Nach dem Ausbruch der Finanzkrise Ende 2008 war Ungarn das erste Land, das eine milliardenschwere Finanzhilfe von Internationalem Währungsfonds (IWF) und EU in Anspruch nehmen musste. Wegen der hohen Auslandsverschuldung stand die Regierung in Budapest vor dem Staatsbankrott. Ungarn hatte auch zu wirtschaftlich besseren Zeiten über seine Verhältnisse gelebt. Die jährliche öffentliche Neuverschuldung hat unter den Sozialisten in den zurückliegenden Regierungsjahren zeitweise Quoten von über acht Prozent des Bruttoinlandsprodukts erreicht.
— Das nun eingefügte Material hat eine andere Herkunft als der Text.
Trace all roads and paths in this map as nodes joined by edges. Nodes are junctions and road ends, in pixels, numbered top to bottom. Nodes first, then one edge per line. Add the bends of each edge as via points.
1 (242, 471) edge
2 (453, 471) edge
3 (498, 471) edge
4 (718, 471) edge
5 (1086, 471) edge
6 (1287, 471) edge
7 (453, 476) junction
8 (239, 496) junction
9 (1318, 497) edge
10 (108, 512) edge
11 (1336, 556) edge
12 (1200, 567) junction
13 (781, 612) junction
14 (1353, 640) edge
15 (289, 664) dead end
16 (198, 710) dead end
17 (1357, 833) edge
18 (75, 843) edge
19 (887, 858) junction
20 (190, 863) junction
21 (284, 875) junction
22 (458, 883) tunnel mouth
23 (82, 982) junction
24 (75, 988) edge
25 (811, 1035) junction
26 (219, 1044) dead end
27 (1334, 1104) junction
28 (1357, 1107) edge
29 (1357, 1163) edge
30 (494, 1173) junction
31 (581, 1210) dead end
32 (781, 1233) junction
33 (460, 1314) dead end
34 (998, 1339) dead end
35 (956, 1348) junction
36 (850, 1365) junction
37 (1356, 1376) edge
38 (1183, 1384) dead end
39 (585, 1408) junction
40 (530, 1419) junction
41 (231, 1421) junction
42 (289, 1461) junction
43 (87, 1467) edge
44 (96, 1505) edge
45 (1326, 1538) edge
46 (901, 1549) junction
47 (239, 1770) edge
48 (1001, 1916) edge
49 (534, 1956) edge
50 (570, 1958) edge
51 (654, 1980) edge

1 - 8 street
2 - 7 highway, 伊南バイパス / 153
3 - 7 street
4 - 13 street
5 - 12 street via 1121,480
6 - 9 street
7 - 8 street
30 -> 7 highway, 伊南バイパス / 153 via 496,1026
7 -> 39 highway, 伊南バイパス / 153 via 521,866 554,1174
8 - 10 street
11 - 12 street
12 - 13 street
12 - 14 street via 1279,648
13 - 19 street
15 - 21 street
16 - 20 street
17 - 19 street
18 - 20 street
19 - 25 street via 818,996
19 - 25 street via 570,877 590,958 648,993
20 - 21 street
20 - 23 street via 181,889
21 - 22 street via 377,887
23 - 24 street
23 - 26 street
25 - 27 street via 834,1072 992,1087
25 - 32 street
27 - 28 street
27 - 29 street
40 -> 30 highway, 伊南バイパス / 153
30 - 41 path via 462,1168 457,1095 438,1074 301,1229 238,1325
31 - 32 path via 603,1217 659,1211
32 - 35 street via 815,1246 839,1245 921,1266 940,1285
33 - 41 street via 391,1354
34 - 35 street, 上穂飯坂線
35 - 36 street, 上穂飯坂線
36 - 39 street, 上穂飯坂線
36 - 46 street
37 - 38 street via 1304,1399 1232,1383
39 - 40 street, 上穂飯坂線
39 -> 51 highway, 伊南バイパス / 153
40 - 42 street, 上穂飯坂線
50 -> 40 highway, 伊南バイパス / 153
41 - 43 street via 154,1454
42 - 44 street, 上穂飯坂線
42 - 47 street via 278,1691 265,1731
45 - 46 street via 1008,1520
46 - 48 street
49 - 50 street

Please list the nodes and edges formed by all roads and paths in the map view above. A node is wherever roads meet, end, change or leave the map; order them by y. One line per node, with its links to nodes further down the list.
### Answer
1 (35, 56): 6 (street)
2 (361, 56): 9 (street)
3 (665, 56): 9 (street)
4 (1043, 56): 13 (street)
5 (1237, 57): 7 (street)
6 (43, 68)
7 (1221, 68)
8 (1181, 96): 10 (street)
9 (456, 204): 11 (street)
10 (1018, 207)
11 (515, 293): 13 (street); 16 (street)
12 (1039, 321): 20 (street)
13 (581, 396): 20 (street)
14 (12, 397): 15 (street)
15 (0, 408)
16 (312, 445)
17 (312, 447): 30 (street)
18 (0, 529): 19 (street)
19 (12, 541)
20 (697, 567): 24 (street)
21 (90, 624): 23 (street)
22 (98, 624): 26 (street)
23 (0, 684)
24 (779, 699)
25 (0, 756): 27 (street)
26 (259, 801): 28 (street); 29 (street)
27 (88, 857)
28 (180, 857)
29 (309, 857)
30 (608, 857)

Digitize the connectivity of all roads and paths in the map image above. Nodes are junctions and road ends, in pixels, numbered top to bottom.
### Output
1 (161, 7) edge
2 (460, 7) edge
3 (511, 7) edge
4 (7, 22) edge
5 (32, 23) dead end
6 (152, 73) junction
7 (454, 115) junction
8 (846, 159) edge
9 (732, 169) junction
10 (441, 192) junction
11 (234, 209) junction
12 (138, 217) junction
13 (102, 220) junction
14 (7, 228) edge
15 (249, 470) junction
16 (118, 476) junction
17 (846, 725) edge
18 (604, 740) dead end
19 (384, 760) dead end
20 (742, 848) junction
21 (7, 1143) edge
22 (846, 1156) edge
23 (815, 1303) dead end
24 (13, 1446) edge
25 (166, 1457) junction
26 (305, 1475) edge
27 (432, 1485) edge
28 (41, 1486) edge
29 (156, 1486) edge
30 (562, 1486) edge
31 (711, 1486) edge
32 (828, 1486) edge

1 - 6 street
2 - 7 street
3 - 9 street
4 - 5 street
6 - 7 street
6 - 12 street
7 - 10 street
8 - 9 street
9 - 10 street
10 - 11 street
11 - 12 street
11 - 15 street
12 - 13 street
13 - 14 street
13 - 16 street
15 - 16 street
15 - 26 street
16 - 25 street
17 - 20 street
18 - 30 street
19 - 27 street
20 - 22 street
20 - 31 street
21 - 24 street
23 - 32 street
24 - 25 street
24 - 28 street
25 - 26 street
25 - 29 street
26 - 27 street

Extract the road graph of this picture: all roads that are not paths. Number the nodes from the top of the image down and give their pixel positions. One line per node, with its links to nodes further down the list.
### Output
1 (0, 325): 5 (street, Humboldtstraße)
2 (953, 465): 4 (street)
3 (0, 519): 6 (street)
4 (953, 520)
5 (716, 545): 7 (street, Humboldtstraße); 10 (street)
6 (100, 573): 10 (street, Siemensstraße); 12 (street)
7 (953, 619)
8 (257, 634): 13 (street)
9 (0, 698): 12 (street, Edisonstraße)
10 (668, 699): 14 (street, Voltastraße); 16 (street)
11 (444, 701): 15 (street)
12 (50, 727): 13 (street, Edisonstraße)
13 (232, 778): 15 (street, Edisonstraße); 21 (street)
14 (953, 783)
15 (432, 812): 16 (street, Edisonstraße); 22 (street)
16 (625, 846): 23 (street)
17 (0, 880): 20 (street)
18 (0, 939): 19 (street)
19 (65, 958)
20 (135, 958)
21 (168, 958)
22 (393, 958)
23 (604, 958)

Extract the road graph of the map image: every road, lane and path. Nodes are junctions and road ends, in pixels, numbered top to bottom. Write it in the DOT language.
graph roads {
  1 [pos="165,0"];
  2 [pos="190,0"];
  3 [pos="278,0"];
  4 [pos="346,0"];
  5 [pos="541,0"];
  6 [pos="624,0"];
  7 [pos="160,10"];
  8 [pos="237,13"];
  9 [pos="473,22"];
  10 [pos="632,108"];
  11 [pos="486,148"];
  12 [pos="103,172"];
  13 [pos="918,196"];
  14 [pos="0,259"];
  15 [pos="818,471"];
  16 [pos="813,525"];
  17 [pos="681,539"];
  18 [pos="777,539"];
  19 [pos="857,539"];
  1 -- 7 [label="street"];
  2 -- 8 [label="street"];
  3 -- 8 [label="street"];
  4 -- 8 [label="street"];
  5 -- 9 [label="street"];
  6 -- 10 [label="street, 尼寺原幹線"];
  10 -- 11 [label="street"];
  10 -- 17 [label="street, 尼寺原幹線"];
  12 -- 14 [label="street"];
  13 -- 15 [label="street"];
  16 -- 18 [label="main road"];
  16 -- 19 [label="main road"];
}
Nach der jüngsten Umfrage der Budapester Politik-Forscher vom "Perspective Institute" kommt Fidesz derzeit auf einen Stimmenanteil von etwa 57 Prozent. Die künftige Regierungspartei hat während der vergangenen Wochen noch einmal zulegt, ein weiterer Anstieg bis zum Wahltermin ist durchaus noch möglich. Die Sozialisten, die derzeit noch den parteilosen Ministerpräsidenten Gordon Bajnai stützen, können am übernächsten Sonntag mit 15 bis 20 Prozent der Stimmen rechnen. Auch die erstmals antretende rechtsradikale Jobbik-Partei wird voraussichtlich mehr als 15 Prozent erreichen. Innerhalb der sozialistischen Partei wird die verfehlte Politik der Regierung eingestanden, was ganz besonders den Aufstieg der Rechtsextremen ermöglicht habe. "Die Serie der von den Sozialisten begangenen Fehler hat der Jobbik den Weg bereitet", kritisierte der frühere Ministerpräsident Peter Medgyessy.
Die Finanzkrise hat die verfehlte Wirtschaftspolitik der Regierungen in Budapest schonungslos aufgedeckt. Dem seit einem guten Jahr amtierenden Premier Bajnai blieb gar nichts anderes übrig, als dem Land einen harten Sparkurs aufzuzwingen. Im Sozialetat der ungarischen Regierung wurde kräftig gekürzt, Rentner und Beamte müssen heute mit weniger Geld auskommen. Der Internationale Währungsfonds hat besonders darauf gedrängt, dass Ungarn sein Steuersystem neu ausrichtet: weg von direkten zu indirekten Steuern. Deshalb hat die Regierung Bajnai Mitte vergangenen Jahres die Mehrwertsteuer gleich um fünf Punkte auf 25 Prozent heraufgesetzt. Geringere direkte Steuern sollen dabei helfen, die Schwarzarbeit in Ungarn zurückzudrängen.
Neuer Sparkurs kostet Wählerstimmen
Was anfangs kaum jemand für möglich gehalten hat, ist tatsächlich eingetreten: Die Regierung Bajnai hat das Land wirtschaftlich wieder stabilisiert. Die Neuverschuldung ist im vergangenen Jahr trotz Krise unter die Marke von vier Prozent gefallen, die Landeswährung Forint hat binnen Jahresfrist 15 Prozent an Wert gewonnen. Die Nationalbank in Budapest konnte es sich gestern erlauben, die Leitzinsen ein weiteres Mal auf das niedrigste Niveau seit 20 Jahren herabzusetzen. Ungarn wird insgesamt wieder eine positive Zukunft beschieden. "Das Land kehrt zwischen 2011 und 2012 wieder zu Wachstumsraten von drei Prozent zurück", glaubt Frank Gill, Osteuropa-Experte bei Standard & Poor's. Ungarn gilt inzwischen sogar schon als Vorbild für das, was Griechenland erst noch bevorsteht.
Premier Bajnai und den Sozialisten wird die Anerkennung für einen erfolgreich umgesetzten Sparkurs politisch aber nicht mehr helfen. Die alte Regierungspartei wird am übernächsten Sonntag abgewählt, sie hat zu viel Vertrauen in der Bevölkerung verspielt. Fidesz-Chef Orban wird auch international schon als neuer Ministerpräsident des Landes gesehen. Der 46-jährige Politiker hat sich in den vergangenen Wochen bereits mit EU-Ratspräsident Herman Van Rompuy und Währungskommissar Olli Rehn getroffen. Große Sprünge wird allerdings auch die neue Regierung kaum machen können, erste Gespräch mit dem IWF sind schon angedacht.